Consdier the chart below, which plots the stock market's inflation-adjusted total return since March 2000. As you can see, both the S&P 500 SPX and Nasdaq-100 NDX indexes are behind where they would have been had they kept up their historical average rate of return.
This is despite the stock market enjoying a powerful and nearly uninterrupted bull market for the past 17 years. (I based the historical average return - 6.06% annualized on a real, total-return basis since 1793 - on the database maintained by Edward McQuarrie, an emeritus professor at Santa Clara University.)
The U.S. stock market was extremely overvalued in March 2000. The cyclically adjusted price-to-earnings ratio $(CAPE)$ stood at an all-time record, almost triple its historical average up until that point. The message of history was unmistakable: The stock market over the next decade would struggle at best and be in the red for many years.
Consider the predictions of a simple econometric model whose inputs were monthly CAPE values back to 1881 and, for each of those months, the stock market's real total return over the subsequent decade. In March 2000, at the top of the internet bubble, that model predicted that over the subsequent decade - to March 2010 - U.S. equities would produce a real total return of minus 6.8% annualized.
That turned out to be remarkably accurate for the S&P 500, which produced a real total return over that decade of minus 7.0% annualized. The Nasdaq-100 did even worse, producing a real total return over that decade of minus 10.4% annualized.

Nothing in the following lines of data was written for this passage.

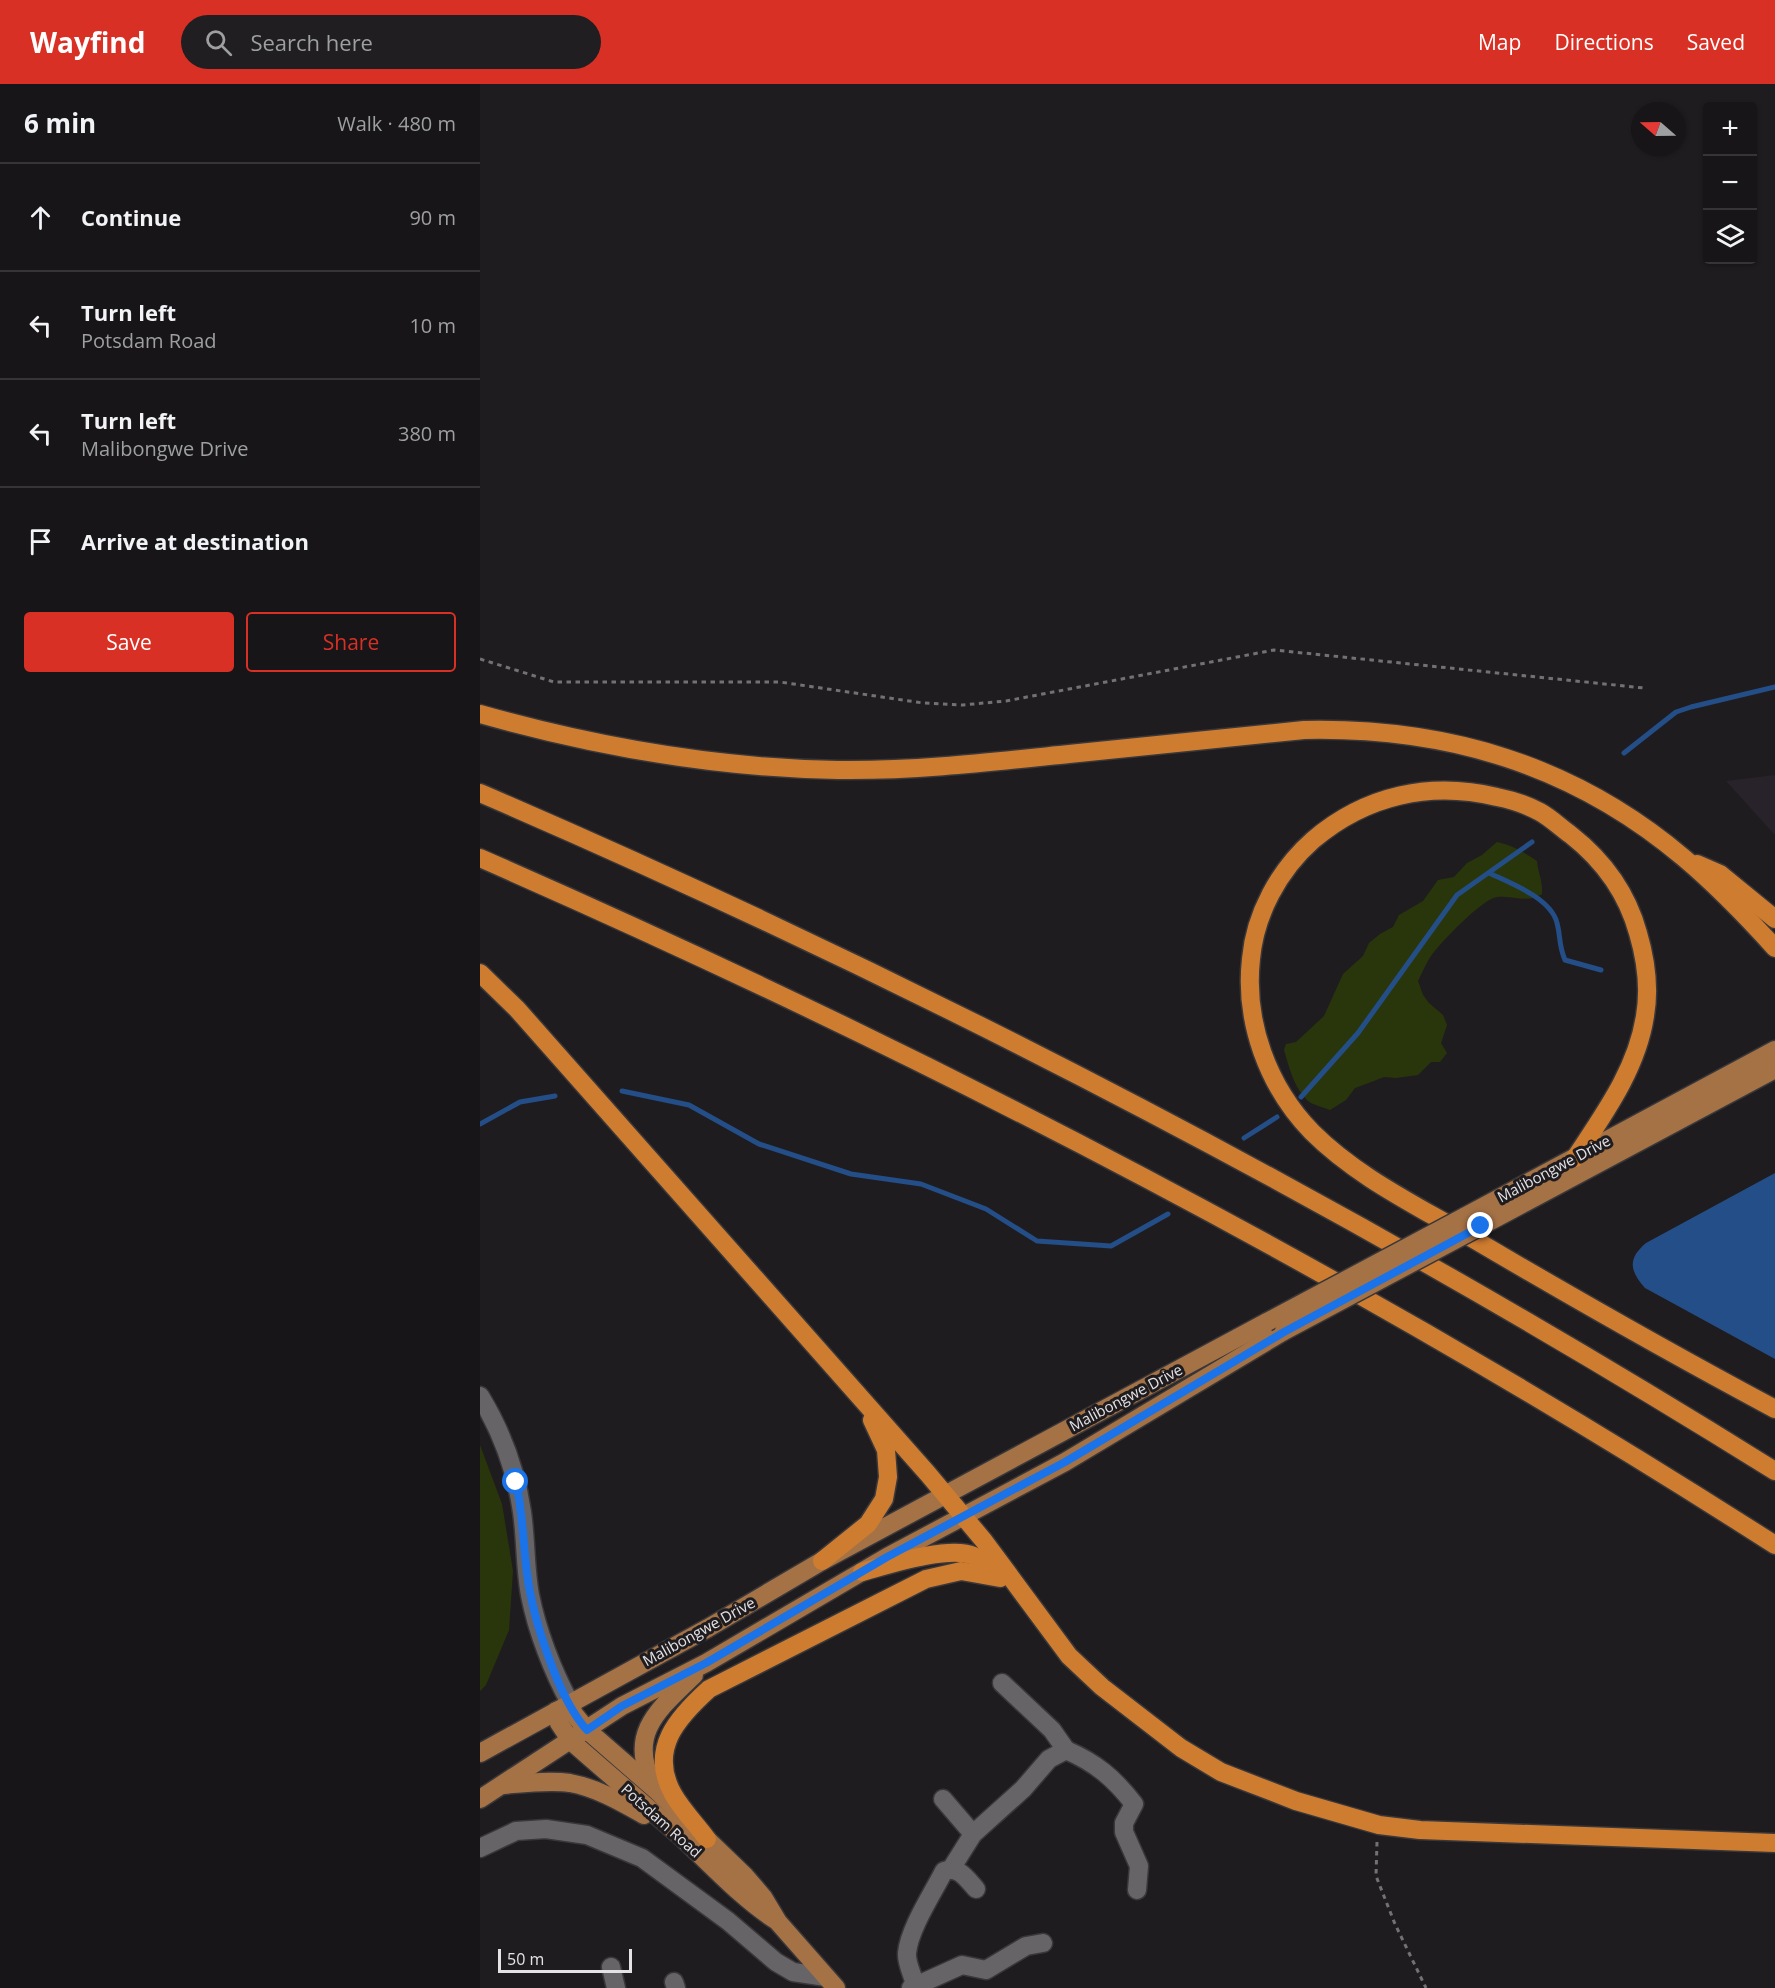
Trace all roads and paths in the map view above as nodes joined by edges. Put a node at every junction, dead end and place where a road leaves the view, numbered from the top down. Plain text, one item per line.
1 (480, 659) edge
2 (1644, 688) dead end
3 (480, 714) edge
4 (480, 793) edge
5 (480, 858) edge
6 (1684, 858) junction
7 (1775, 919) edge
8 (1775, 948) edge
9 (480, 973) edge
10 (1775, 1050) edge
11 (1775, 1069) edge
12 (1575, 1158) junction
13 (480, 1396) edge
14 (864, 1402) junction
15 (1775, 1408) edge
16 (1775, 1471) edge
17 (945, 1495) junction
18 (962, 1516) junction
19 (1775, 1545) edge
20 (822, 1561) junction
21 (862, 1572) junction
22 (1000, 1578) junction
23 (1033, 1609) junction
24 (706, 1663) junction
25 (1002, 1683) dead end
26 (563, 1707) junction
27 (587, 1730) junction
28 (571, 1741) junction
29 (1066, 1750) junction
30 (480, 1753) edge
31 (501, 1785) junction
32 (657, 1791) junction
33 (480, 1798) edge
34 (943, 1799) dead end
35 (1379, 1825) junction
36 (973, 1834) junction
37 (679, 1835) junction
38 (707, 1839) junction
39 (1775, 1843) edge
40 (480, 1848) edge
41 (951, 1869) junction
42 (976, 1888) dead end
43 (1137, 1890) dead end
44 (778, 1922) junction
45 (1043, 1943) dead end
46 (611, 1967) dead end
47 (831, 1982) edge
48 (913, 1986) edge
49 (616, 1988) edge
50 (1426, 1988) edge

1 - 2 path
3 - 6 highway
4 - 16 highway
5 - 19 highway
6 - 7 highway
6 - 8 highway
9 - 14 highway
10 - 12 main road, Malibongwe Drive
11 - 18 main road, Malibongwe Drive, bridge
12 - 15 highway
12 - 17 main road, Malibongwe Drive, bridge
13 - 26 street
14 - 17 highway
14 - 20 highway
17 - 18 highway
17 - 20 main road, Malibongwe Drive
18 - 21 main road, Malibongwe Drive
18 - 23 highway
20 - 26 main road, Malibongwe Drive
21 - 22 highway
21 - 24 main road, Malibongwe Drive
22 - 23 highway
22 - 38 highway
23 - 35 highway
24 - 27 main road, Malibongwe Drive
24 - 32 main road
25 - 29 street
26 - 27 main road, Potsdam Road
26 - 28 main road, Potsdam Road
26 - 30 main road, Malibongwe Drive
27 - 28 main road, Malibongwe Drive
27 - 32 main road, Potsdam Road
28 - 31 main road, Malibongwe Drive
28 - 37 main road, Potsdam Road
29 - 36 street
29 - 43 street
31 - 33 main road, Malibongwe Drive
31 - 37 main road
32 - 38 main road, Potsdam Road
34 - 36 street
35 - 39 highway
35 - 50 path
36 - 41 street
37 - 44 main road, Potsdam Road
38 - 44 main road, Potsdam Road
40 - 47 street
41 - 42 street
41 - 48 street
44 - 47 main road, Potsdam Road
45 - 48 street
46 - 49 street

The stock market's current valuation
This discussion has bearish implications for today's stock market, since current valuations are almost as high as they were in March 2000, if not higher, as I pointed out in a recent column. To be sure, the stock market has been overvalued for several years now, and at least so far has resisted the gravitational pull of that overvaluation. But valuation indicators shed relatively little light on the market's year-to-year returns, and have their greatest predictive power over longer periods, such as a decade.
There's another comeback I often hear when pointing out the stock market's current extreme overvaluation: History is not relevant to today, given revolutionary developments such as AI. I'm skeptical of such "this time is different" arguments, which have been heard before many times - including prominently at the top of the internet bubble.

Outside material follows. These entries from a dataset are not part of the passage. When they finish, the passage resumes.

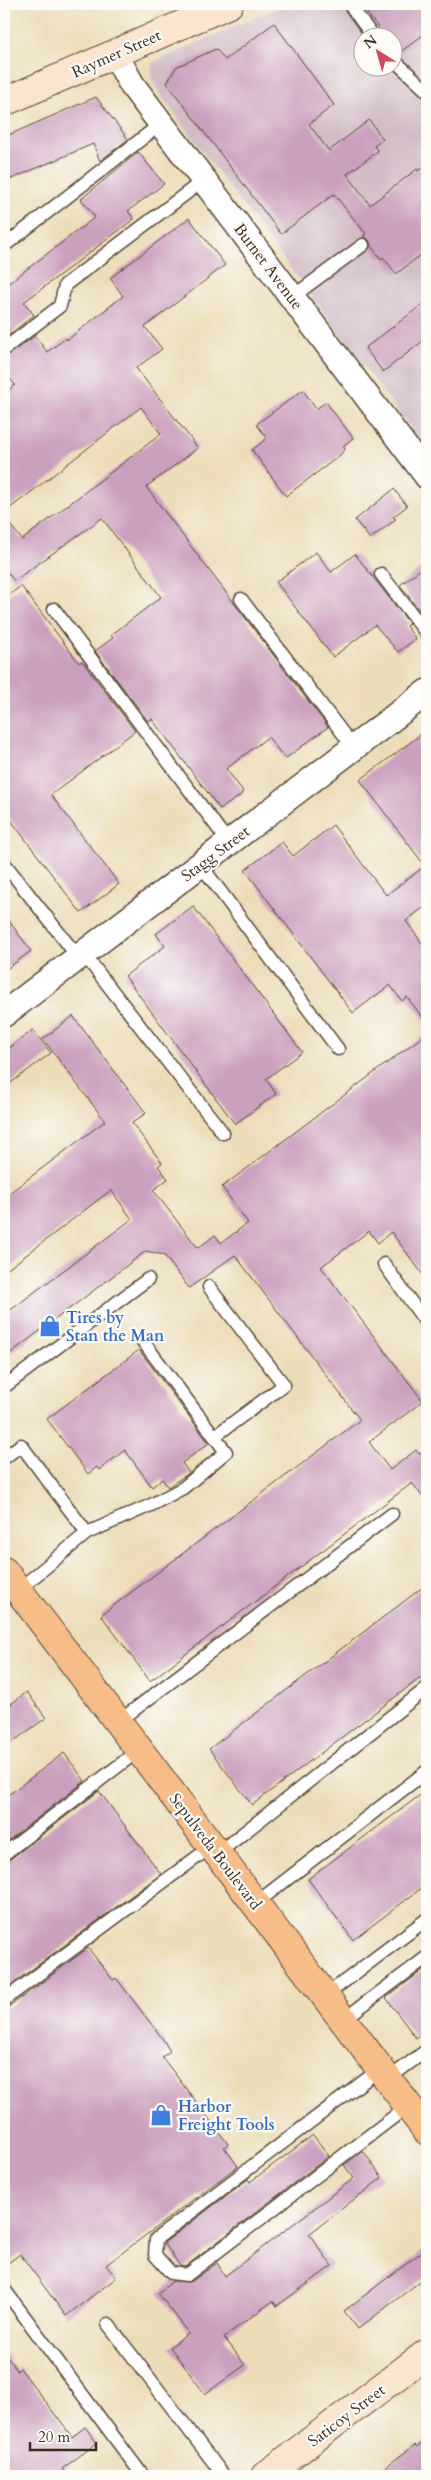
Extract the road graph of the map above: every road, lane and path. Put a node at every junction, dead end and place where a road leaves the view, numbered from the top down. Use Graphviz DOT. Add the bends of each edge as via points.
graph roads {
  1 [pos="229,4"];
  2 [pos="349,4"];
  3 [pos="367,28"];
  4 [pos="115,54"];
  5 [pos="404,69"];
  6 [pos="427,90"];
  7 [pos="4,102"];
  8 [pos="162,123"];
  9 [pos="204,180"];
  10 [pos="363,245"];
  11 [pos="4,246"];
  12 [pos="292,297"];
  13 [pos="4,349"];
  14 [pos="427,476"];
  15 [pos="381,574"];
  16 [pos="241,599"];
  17 [pos="54,610"];
  18 [pos="427,634"];
  19 [pos="427,692"];
  20 [pos="354,748"];
  21 [pos="229,843"];
  22 [pos="4,863"];
  23 [pos="200,864"];
  24 [pos="81,955"];
  25 [pos="4,1014"];
  26 [pos="338,1049"];
  27 [pos="223,1133"];
  28 [pos="384,1264"];
  29 [pos="148,1280"];
  30 [pos="209,1287"];
  31 [pos="427,1324"];
  32 [pos="142,1340"];
  33 [pos="4,1386"];
  34 [pos="215,1436"];
  35 [pos="4,1458"];
  36 [pos="392,1514"];
  37 [pos="87,1533"];
  38 [pos="11,1581"];
  39 [pos="427,1688"];
  40 [pos="118,1722"];
  41 [pos="139,1750"];
  42 [pos="427,1771"];
  43 [pos="215,1850"];
  44 [pos="4,1854"];
  45 [pos="255,1904"];
  46 [pos="427,1919"];
  47 [pos="427,1957"];
  48 [pos="325,1996"];
  49 [pos="4,2000"];
  50 [pos="343,2020"];
  51 [pos="427,2050"];
  52 [pos="384,2074"];
  53 [pos="408,2106"];
  54 [pos="427,2131"];
  55 [pos="4,2289"];
  56 [pos="108,2324"];
  57 [pos="424,2362"];
  58 [pos="143,2476"];
  59 [pos="224,2476"];
  60 [pos="266,2476"];
  1 -- 4 [label="street, Raymer Street"];
  2 -- 3 [label="lane"];
  4 -- 7 [label="street, Raymer Street"];
  4 -- 8 [label="street, Burnet Avenue" via="132,85"];
  5 -- 6 [label="lane"];
  8 -- 9 [label="street, Burnet Avenue"];
  8 -- 11 [label="lane"];
  9 -- 12 [label="street, Burnet Avenue"];
  9 -- 13 [label="lane" via="65,285 60,306"];
  10 -- 12 [label="lane"];
  12 -- 14 [label="street, Burnet Avenue"];
  15 -- 18 [label="lane"];
  16 -- 20 [label="lane"];
  17 -- 21 [label="lane"];
  19 -- 20 [label="street, Stagg Street"];
  20 -- 21 [label="street, Stagg Street"];
  21 -- 23 [label="street, Stagg Street"];
  22 -- 24 [label="lane"];
  23 -- 24 [label="street, Stagg Street"];
  23 -- 26 [label="lane"];
  24 -- 25 [label="street, Stagg Street"];
  24 -- 27 [label="lane"];
  28 -- 31 [label="lane"];
  29 -- 33 [label="lane"];
  30 -- 34 [label="lane" via="284,1385"];
  32 -- 34 [label="lane"];
  34 -- 37 [label="lane" via="226,1452 183,1488"];
  35 -- 37 [label="lane" via="21,1445"];
  36 -- 40 [label="lane"];
  37 -- 38 [label="lane"];
  38 -- 40 [label="main road, Sepulveda Boulevard"];
  39 -- 43 [label="lane"];
  40 -- 41 [label="main road, Sepulveda Boulevard"];
  41 -- 43 [label="main road, Sepulveda Boulevard"];
  41 -- 44 [label="lane"];
  42 -- 45 [label="lane"];
  43 -- 45 [label="main road, Sepulveda Boulevard"];
  43 -- 49 [label="lane"];
  45 -- 48 [label="main road, Sepulveda Boulevard"];
  46 -- 48 [label="lane"];
  47 -- 50 [label="lane"];
  48 -- 50 [label="main road, Sepulveda Boulevard"];
  50 -- 52 [label="main road, Sepulveda Boulevard"];
  51 -- 52 [label="lane"];
  52 -- 53 [label="main road, Sepulveda Boulevard"];
  52 -- 53 [label="lane" via="156,2239 155,2256 171,2273 187,2274"];
  53 -- 54 [label="main road, Sepulveda Boulevard"];
  55 -- 58 [label="lane"];
  56 -- 59 [label="lane"];
  57 -- 60 [label="street, Saticoy Street"];
}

But you should be aware that even if this argument is correct, it doesn't necessarily have bullish implications. If the future has no relationship to the past, then it's just as possible that future stock-market returns will be far worse than the historical average.
Mark Hulbert is a regular contributor to MarketWatch. His Hulbert Ratings tracks investment newsletters that pay a flat fee to be audited. He can be reached at mark@hulbertratings.com.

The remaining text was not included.